→ TASK TO CARRY OUT
Across the listing below, work out how many lines include the word "Guimbarda". Give the number alone.

→ EXCERPTED RECORDS

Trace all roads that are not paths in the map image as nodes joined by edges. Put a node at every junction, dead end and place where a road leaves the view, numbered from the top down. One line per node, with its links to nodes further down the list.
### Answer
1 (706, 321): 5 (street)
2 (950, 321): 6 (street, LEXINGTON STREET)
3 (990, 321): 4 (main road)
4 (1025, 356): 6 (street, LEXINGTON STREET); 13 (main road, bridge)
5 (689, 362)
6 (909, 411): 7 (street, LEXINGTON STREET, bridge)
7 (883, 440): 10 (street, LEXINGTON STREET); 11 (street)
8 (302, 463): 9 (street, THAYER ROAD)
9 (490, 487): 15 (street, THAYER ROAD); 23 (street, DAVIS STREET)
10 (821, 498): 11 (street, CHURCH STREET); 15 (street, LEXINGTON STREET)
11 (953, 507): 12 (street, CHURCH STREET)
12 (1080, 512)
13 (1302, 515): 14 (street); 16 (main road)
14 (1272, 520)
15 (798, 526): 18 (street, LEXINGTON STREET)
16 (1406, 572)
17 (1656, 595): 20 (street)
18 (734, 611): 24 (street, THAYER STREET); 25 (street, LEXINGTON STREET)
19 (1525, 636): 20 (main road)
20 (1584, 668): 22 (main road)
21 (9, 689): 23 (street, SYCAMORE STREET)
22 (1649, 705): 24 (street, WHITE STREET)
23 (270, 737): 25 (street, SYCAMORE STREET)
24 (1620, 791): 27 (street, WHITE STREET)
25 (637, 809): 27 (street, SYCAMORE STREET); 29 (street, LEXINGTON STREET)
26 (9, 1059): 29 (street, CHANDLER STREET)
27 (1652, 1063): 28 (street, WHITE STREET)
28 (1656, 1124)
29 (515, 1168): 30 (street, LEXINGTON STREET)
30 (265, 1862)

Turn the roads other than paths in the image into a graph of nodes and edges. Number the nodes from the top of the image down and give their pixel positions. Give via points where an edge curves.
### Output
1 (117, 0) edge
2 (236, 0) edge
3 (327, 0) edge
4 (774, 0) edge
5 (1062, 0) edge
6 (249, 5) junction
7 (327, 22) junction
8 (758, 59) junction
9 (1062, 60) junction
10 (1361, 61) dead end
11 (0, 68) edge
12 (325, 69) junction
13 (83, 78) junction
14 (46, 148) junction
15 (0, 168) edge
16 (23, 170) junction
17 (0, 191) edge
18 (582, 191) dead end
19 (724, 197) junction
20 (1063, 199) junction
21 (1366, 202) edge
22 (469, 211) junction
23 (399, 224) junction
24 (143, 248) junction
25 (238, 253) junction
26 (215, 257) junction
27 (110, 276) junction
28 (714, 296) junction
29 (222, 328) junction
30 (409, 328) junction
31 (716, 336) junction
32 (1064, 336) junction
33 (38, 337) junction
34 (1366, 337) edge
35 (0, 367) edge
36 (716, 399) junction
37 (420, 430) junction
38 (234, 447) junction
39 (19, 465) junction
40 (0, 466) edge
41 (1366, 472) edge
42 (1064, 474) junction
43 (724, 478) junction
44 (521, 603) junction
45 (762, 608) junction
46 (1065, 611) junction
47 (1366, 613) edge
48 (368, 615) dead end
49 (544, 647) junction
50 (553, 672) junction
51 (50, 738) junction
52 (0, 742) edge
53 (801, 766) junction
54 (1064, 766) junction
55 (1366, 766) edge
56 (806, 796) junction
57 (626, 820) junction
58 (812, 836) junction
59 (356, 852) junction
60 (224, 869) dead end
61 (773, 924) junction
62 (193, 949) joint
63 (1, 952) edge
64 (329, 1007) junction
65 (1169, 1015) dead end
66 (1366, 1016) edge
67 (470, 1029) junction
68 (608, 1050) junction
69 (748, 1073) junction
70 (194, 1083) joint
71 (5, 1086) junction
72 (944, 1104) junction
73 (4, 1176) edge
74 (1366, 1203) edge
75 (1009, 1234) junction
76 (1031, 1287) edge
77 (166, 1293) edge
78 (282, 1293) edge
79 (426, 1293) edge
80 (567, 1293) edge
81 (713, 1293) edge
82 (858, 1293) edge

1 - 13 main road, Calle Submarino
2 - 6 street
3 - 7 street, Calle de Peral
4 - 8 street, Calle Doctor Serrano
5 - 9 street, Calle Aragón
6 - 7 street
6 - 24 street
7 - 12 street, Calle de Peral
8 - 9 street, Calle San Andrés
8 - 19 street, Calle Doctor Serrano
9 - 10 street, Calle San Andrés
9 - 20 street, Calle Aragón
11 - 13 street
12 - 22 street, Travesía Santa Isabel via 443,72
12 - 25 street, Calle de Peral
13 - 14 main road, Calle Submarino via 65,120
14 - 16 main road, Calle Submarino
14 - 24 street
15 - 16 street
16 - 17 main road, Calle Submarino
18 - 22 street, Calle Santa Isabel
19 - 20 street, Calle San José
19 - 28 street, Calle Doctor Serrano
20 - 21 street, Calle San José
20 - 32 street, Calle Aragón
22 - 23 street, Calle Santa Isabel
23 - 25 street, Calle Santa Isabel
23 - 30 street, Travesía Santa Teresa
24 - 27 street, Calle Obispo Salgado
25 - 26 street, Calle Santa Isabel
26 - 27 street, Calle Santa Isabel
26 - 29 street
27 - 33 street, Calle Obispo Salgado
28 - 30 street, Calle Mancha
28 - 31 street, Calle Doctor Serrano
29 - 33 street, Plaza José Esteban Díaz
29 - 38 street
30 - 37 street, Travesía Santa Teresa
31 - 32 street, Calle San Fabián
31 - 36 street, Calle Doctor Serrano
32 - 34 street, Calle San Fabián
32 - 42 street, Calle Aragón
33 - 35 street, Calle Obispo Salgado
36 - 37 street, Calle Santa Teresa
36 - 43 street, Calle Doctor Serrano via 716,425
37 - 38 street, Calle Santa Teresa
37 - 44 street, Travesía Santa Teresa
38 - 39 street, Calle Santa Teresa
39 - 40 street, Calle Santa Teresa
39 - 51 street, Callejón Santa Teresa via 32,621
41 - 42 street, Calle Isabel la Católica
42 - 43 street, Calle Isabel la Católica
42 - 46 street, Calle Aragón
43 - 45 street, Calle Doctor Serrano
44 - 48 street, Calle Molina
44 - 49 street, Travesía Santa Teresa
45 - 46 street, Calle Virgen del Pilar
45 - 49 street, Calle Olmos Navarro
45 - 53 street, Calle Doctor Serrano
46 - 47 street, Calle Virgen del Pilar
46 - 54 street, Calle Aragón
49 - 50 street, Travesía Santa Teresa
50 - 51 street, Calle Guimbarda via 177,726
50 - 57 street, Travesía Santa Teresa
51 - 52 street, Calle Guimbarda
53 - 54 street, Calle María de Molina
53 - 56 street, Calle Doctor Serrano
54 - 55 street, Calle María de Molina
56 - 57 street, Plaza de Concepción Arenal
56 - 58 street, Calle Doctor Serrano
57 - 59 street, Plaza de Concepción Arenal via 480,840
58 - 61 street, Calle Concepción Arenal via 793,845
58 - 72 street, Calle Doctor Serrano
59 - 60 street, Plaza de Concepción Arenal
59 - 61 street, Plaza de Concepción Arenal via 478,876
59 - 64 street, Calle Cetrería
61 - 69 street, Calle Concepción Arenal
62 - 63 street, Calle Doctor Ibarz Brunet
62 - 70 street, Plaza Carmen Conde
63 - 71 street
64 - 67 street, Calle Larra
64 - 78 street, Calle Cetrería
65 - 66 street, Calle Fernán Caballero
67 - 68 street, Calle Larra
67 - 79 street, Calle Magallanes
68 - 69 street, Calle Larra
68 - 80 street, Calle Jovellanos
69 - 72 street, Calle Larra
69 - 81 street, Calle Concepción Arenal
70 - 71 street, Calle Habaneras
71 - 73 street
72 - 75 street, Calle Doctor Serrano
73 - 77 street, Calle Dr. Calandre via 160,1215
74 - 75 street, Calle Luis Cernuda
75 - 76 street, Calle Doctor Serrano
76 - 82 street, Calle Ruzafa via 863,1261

→ ANSWER TO THE PROBLEM
2